== EXERCISE INSTRUCTIONS ==
Leaving out the pictures, please retype each record exactly.

(Collected data)
- - - - -
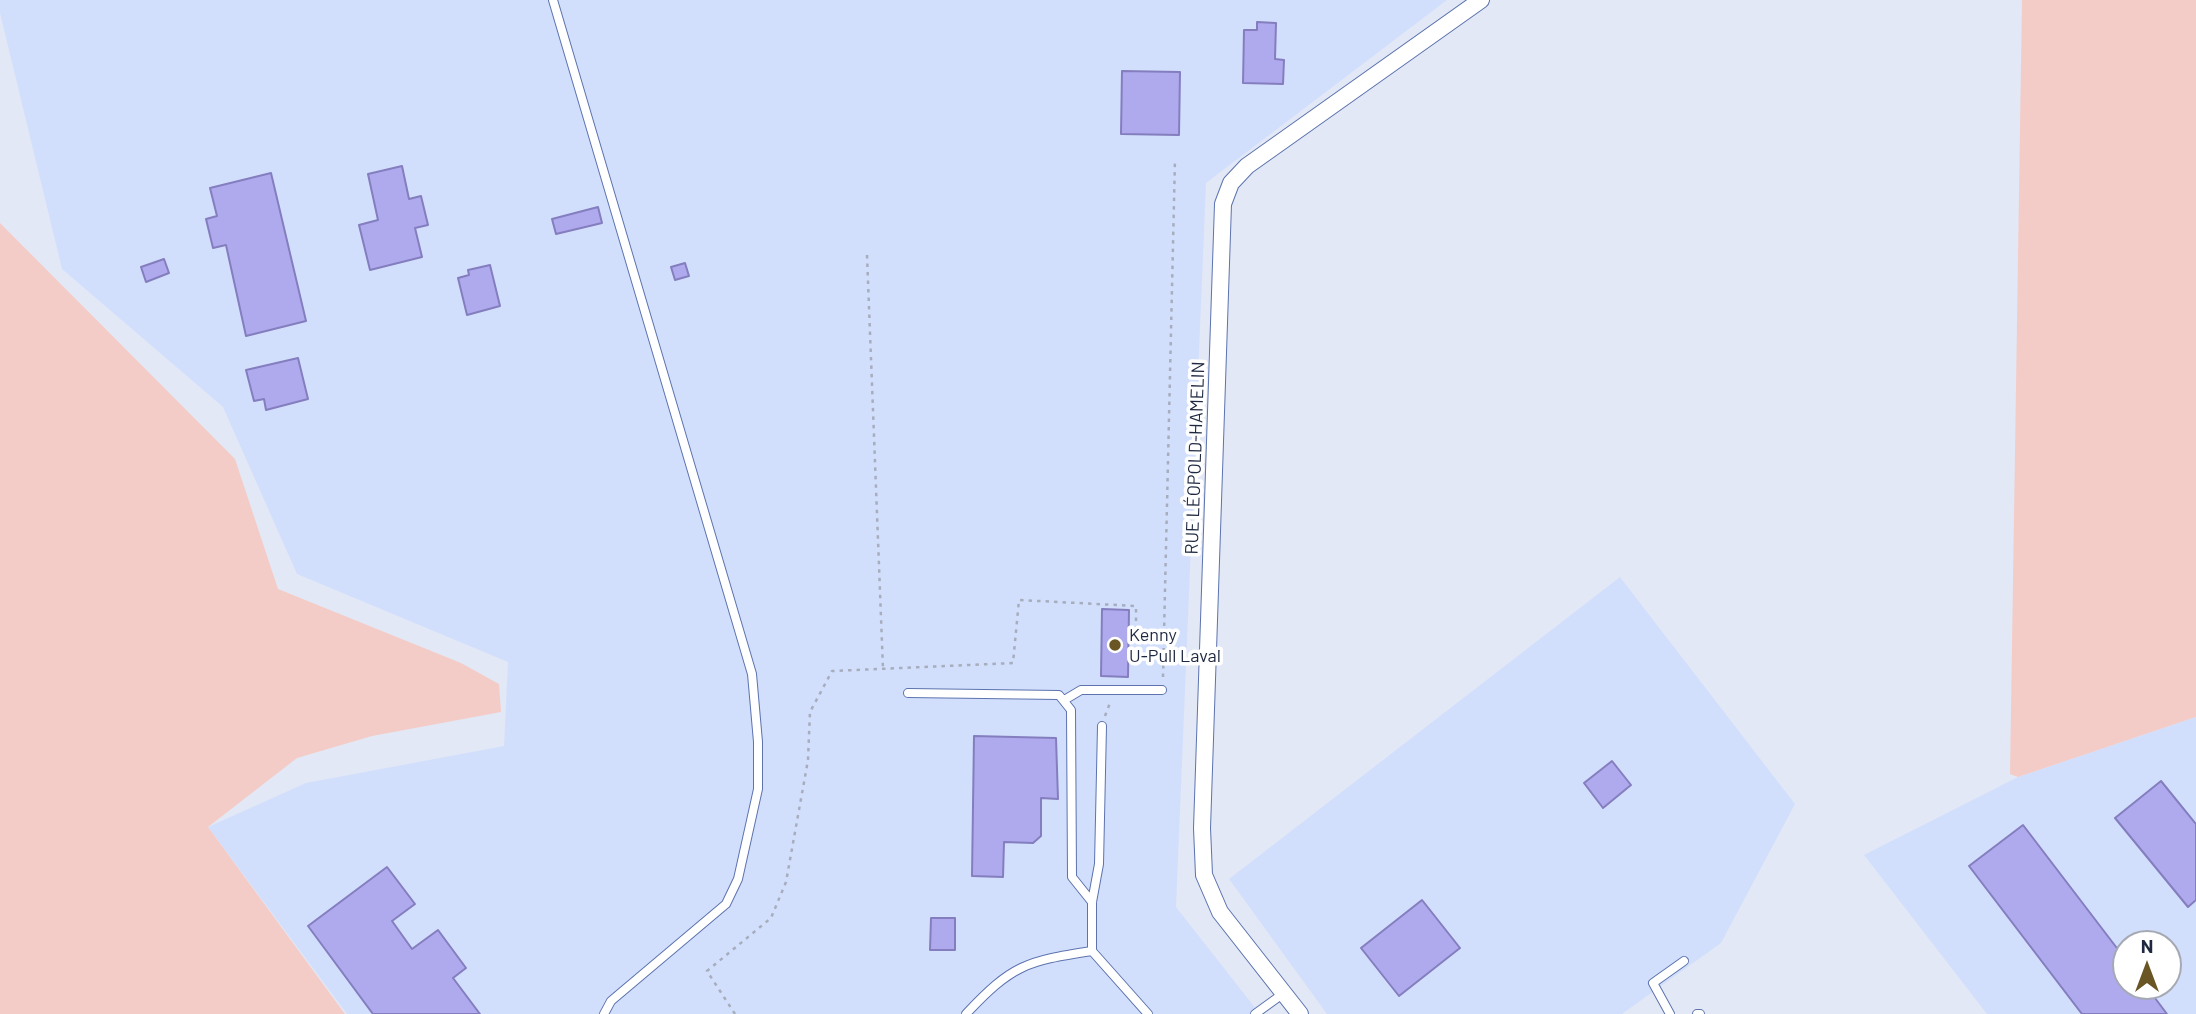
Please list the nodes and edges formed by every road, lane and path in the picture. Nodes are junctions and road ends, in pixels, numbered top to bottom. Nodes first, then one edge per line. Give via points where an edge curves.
1 (553, 0) edge
2 (1480, 0) edge
3 (1175, 159) dead end
4 (867, 255) dead end
5 (1129, 642) dead end
6 (883, 669) junction
7 (1162, 690) joint
8 (908, 693) dead end
9 (1066, 699) junction
10 (1102, 726) dead end
11 (1092, 902) junction
12 (1092, 951) junction
13 (1684, 961) dead end
14 (1284, 993) junction
15 (604, 1014) edge
16 (736, 1014) edge
17 (966, 1014) edge
18 (1148, 1014) edge
19 (1255, 1014) edge
20 (1300, 1014) edge
21 (1670, 1014) edge

1 - 15 lane via 752,674 758,742 758,789 738,879 726,904 611,1001
2 - 14 street, RUE LÉOPOLD-HAMELIN via 1247,166 1231,183 1223,204 1202,814 1204,875 1220,912
3 - 7 path
4 - 6 path
5 - 6 path via 1136,642 1136,606 1019,600 1013,663
6 - 16 path via 832,671 810,712 808,760 786,882 771,918 707,971
7 - 9 lane via 1081,690
8 - 9 lane via 1059,695
9 - 11 lane via 1071,710 1072,877
10 - 11 lane via 1099,864
11 - 12 lane
12 - 17 lane via 1039,959 998,980
12 - 18 lane
13 - 21 lane via 1653,983
14 - 19 lane
14 - 20 street, RUE LÉOPOLD-HAMELIN

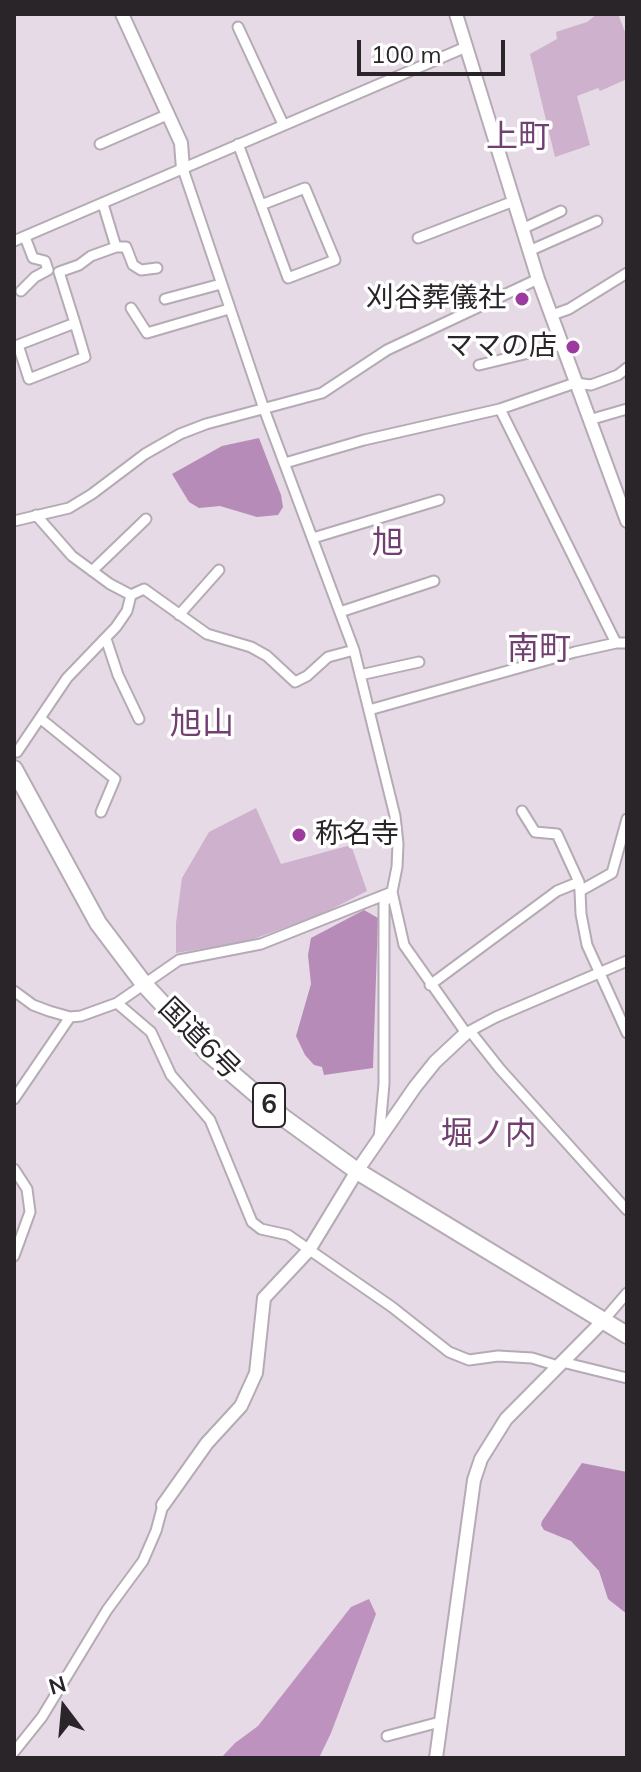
- - - - -
== ANSWER FOR THE TASK ==
Please list the nodes and edges formed by every road, lane and path in the picture. Nodes are junctions and road ends, in pixels, numbered top to bottom. Nodes first, then one edge per line. Give via points where an edge curves.
1 (553, 0) edge
2 (1480, 0) edge
3 (1175, 159) dead end
4 (867, 255) dead end
5 (1129, 642) dead end
6 (883, 669) junction
7 (1162, 690) joint
8 (908, 693) dead end
9 (1066, 699) junction
10 (1102, 726) dead end
11 (1092, 902) junction
12 (1092, 951) junction
13 (1684, 961) dead end
14 (1284, 993) junction
15 (604, 1014) edge
16 (736, 1014) edge
17 (966, 1014) edge
18 (1148, 1014) edge
19 (1255, 1014) edge
20 (1300, 1014) edge
21 (1670, 1014) edge

1 - 15 lane via 752,674 758,742 758,789 738,879 726,904 611,1001
2 - 14 street, RUE LÉOPOLD-HAMELIN via 1247,166 1231,183 1223,204 1202,814 1204,875 1220,912
3 - 7 path
4 - 6 path
5 - 6 path via 1136,642 1136,606 1019,600 1013,663
6 - 16 path via 832,671 810,712 808,760 786,882 771,918 707,971
7 - 9 lane via 1081,690
8 - 9 lane via 1059,695
9 - 11 lane via 1071,710 1072,877
10 - 11 lane via 1099,864
11 - 12 lane
12 - 17 lane via 1039,959 998,980
12 - 18 lane
13 - 21 lane via 1653,983
14 - 19 lane
14 - 20 street, RUE LÉOPOLD-HAMELIN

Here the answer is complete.